Despite the challenging global economic environment, the Philippine economy has been expanding. The government has pursued legislative reforms to enhance the entrepreneurial environment and generate greater job growth. Overall progress has been gradual. There are institutional challenges that need to be overcome. Despite some progress, corruption continues to undermine long-term economic development.
A former colony of Spain and the U.S. spread over 7,000 linguistically diverse Western Pacific islands, the Philippines became a self-governing commonwealth in 1935. President Ferdinand “Bongbong” Marcos Jr., son of the late dictator Ferdinand Marcos, won election by a wide margin in 2022. His running mate, Sara Duterte, is the daughter of former President Rodrigo Duterte. Agriculture remains a significant part of the economy, but industrial production in such areas as electronics, apparel, and shipbuilding has been growing rapidly. Remittances from overseas workers are equivalent to 10.5 percent of GDP.
Rule of Law
The overall rule of law is weak in the Philippines. The country’s property rights score is below the world average; its judicial effectiveness score is below the world average; and its government integrity score is below the world average.
The top individual and corporate tax rates are, respectively, 35 percent and 25 percent. The tax burden equals 17.9 percent of GDP. Three-year government spending and budget balance averages are, respectively, 24.9 percent and –4.6 percent of GDP. Public debt equals 57.0 percent of GDP.
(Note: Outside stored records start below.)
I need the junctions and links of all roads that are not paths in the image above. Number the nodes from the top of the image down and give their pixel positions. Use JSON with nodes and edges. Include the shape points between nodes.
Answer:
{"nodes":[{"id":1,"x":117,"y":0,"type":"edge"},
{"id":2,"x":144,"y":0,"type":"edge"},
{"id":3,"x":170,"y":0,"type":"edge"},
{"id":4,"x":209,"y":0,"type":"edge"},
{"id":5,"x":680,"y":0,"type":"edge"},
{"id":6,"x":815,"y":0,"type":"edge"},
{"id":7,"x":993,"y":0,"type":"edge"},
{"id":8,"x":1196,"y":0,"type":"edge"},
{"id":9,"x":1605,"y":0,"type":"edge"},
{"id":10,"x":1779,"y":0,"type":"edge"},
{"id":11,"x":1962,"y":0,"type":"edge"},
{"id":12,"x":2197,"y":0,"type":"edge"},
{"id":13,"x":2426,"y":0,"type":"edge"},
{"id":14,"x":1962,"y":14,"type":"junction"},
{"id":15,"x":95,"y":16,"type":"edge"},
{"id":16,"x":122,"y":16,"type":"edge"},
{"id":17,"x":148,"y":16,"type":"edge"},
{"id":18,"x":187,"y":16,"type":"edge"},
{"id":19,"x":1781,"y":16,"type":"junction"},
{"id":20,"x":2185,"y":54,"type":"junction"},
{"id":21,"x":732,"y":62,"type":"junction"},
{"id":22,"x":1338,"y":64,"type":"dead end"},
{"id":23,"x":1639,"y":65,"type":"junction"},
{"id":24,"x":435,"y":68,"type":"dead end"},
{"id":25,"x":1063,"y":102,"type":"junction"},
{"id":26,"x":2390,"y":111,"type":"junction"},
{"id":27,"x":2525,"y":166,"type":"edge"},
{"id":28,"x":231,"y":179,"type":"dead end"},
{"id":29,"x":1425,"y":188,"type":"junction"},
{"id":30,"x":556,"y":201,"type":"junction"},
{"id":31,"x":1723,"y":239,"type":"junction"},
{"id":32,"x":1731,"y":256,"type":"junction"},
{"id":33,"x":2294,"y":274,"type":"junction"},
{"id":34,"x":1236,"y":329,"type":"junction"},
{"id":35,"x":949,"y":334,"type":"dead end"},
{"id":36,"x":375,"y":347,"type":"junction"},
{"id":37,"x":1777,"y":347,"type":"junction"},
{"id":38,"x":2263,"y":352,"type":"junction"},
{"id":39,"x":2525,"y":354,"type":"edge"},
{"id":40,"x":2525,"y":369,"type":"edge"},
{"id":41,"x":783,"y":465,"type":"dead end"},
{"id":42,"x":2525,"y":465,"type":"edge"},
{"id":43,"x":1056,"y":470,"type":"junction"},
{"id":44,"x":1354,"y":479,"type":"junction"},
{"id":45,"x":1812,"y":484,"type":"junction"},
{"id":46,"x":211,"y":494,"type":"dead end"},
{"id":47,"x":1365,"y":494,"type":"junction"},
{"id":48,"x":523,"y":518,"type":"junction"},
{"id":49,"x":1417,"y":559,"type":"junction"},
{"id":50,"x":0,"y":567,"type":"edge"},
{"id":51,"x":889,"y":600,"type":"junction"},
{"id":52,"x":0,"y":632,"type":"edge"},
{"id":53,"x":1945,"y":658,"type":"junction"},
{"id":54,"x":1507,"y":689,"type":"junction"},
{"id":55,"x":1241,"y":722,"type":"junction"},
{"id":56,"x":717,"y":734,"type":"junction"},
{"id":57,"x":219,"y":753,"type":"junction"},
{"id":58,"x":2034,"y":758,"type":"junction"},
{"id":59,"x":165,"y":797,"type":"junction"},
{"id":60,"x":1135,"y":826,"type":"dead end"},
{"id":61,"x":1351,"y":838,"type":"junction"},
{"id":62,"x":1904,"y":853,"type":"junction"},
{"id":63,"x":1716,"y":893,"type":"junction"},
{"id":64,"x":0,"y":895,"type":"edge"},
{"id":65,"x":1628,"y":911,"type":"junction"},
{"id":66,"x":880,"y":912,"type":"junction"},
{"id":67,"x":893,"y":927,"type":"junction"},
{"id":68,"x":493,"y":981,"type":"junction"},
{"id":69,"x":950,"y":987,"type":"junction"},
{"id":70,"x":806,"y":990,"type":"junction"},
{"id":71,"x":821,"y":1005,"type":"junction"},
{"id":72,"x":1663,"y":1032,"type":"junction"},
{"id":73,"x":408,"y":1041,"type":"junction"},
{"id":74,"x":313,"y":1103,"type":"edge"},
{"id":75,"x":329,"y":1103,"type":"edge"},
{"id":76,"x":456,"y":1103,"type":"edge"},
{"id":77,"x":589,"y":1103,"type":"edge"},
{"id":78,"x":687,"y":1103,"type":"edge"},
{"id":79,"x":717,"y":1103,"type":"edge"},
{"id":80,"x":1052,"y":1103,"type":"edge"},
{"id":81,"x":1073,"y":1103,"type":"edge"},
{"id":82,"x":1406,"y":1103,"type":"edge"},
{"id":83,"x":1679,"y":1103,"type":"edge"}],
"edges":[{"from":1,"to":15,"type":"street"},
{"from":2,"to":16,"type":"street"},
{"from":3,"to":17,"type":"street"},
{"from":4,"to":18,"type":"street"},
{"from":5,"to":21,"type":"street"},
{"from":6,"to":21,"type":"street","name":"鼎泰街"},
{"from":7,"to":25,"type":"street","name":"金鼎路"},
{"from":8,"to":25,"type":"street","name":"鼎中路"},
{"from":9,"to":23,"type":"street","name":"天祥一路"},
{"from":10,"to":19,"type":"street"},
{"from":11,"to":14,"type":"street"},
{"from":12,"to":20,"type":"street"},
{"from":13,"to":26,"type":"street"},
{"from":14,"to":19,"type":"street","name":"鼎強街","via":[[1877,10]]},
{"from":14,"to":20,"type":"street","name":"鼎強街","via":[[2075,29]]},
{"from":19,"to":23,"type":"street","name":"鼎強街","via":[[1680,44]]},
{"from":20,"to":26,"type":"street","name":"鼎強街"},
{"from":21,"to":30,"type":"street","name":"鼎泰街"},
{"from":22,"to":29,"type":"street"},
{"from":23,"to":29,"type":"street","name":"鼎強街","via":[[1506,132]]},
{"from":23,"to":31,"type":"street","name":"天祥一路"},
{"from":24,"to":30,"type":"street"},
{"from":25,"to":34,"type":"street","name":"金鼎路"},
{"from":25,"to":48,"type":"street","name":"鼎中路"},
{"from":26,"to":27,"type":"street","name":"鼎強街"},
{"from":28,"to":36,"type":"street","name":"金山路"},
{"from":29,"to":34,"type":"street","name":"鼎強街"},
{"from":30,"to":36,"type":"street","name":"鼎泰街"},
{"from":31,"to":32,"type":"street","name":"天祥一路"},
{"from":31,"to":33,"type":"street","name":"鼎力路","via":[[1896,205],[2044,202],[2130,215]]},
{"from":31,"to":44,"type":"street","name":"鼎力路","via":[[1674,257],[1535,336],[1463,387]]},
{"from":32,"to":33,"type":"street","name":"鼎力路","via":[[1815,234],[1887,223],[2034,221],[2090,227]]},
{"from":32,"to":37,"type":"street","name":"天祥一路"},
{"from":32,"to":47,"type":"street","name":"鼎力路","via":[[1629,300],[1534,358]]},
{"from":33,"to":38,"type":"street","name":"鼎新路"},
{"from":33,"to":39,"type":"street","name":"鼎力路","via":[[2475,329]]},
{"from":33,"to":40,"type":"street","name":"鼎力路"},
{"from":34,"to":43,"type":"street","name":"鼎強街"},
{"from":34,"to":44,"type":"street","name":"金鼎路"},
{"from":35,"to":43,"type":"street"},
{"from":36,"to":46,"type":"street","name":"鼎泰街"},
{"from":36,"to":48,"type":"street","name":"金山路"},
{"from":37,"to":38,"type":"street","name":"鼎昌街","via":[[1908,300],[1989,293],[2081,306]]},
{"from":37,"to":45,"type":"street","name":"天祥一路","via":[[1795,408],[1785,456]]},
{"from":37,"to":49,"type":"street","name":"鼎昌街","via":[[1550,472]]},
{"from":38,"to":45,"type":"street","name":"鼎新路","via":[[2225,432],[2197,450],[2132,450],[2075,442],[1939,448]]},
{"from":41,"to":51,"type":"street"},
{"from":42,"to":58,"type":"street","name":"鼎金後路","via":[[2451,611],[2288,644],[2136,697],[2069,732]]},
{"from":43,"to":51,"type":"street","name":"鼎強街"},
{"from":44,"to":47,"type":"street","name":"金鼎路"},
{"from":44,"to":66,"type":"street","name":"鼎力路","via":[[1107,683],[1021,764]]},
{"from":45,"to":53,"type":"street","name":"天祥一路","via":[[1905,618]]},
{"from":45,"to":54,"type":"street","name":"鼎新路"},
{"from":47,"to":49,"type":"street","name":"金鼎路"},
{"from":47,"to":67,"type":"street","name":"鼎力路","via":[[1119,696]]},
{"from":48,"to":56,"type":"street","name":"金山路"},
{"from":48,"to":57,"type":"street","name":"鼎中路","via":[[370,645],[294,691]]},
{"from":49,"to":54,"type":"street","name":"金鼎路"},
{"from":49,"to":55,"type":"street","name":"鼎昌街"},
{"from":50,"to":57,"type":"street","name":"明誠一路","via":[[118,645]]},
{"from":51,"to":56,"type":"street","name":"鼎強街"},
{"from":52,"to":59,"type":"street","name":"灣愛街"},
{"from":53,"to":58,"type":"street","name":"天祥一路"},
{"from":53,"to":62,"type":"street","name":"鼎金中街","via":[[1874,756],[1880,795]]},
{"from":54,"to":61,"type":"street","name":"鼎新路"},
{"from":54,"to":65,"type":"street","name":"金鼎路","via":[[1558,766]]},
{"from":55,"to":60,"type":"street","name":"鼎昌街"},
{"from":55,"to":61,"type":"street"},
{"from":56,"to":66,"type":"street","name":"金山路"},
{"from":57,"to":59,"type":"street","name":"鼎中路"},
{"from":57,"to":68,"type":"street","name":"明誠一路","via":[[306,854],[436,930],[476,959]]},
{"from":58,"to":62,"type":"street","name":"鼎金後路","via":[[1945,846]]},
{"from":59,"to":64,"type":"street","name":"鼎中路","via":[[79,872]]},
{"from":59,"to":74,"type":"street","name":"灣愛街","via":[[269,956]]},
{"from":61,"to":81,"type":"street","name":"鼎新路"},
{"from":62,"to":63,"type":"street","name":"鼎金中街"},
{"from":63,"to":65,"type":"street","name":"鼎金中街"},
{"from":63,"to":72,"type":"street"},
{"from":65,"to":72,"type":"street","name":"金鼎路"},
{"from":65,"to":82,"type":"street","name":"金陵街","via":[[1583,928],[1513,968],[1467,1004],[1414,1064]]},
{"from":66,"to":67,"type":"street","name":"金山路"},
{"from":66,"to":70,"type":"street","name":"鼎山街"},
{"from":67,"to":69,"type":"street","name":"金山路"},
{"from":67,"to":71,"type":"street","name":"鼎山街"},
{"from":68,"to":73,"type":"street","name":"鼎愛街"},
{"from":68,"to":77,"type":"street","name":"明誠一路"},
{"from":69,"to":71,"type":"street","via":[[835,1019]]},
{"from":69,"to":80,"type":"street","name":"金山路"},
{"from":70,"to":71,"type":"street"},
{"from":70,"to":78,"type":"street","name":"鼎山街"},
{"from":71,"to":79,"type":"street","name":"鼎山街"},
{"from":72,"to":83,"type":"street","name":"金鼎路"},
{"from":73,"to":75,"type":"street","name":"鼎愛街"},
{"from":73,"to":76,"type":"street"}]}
The business regulatory environment has generally been streamlined. The time and cost involved in dealing with licensing requirements have been reduced. The labor market remains structurally rigid, but regulations are not particularly burdensome. The most recent available inflation rate is 3.9 percent.
The trade-weighted average tariff rate is 5.3 percent. Foreign investment is generally welcome, and the investment code treats foreign investors the same as it treats domestic investors. The financial sector is dominated by banking and relatively stable, but capital markets are underdeveloped.